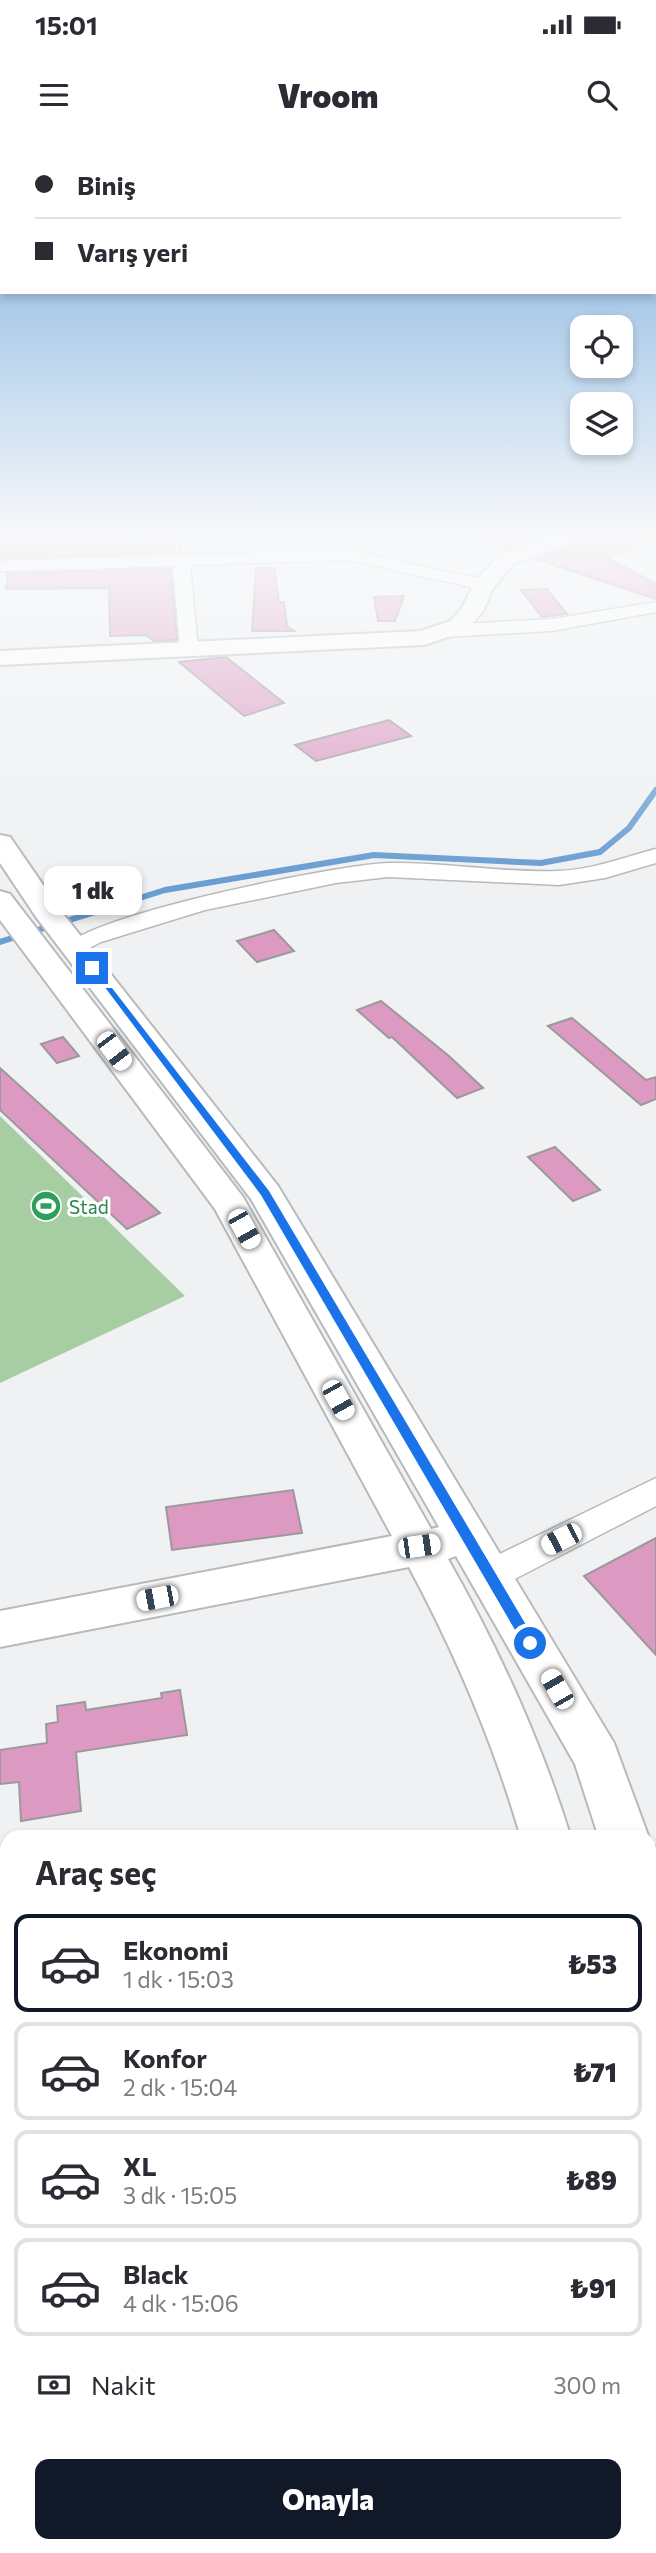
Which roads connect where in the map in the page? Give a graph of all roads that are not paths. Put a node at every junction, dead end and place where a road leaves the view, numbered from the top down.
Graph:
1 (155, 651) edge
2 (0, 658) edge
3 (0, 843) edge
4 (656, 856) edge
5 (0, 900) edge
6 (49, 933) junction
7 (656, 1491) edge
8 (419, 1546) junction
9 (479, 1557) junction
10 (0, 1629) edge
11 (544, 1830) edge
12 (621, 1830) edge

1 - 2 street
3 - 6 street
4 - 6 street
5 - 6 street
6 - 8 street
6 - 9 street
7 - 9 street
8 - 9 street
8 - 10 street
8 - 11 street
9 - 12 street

WHAT YOU WILL DO:
Reproduce the listing exactly, but keep its images out of the copy.

FINISHED TASK:
Which roads connect where in the map in the page? Give a graph of all roads that are not paths. Put a node at every junction, dead end and place where a road leaves the view, numbered from the top down.
Graph:
1 (155, 651) edge
2 (0, 658) edge
3 (0, 843) edge
4 (656, 856) edge
5 (0, 900) edge
6 (49, 933) junction
7 (656, 1491) edge
8 (419, 1546) junction
9 (479, 1557) junction
10 (0, 1629) edge
11 (544, 1830) edge
12 (621, 1830) edge

1 - 2 street
3 - 6 street
4 - 6 street
5 - 6 street
6 - 8 street
6 - 9 street
7 - 9 street
8 - 9 street
8 - 10 street
8 - 11 street
9 - 12 street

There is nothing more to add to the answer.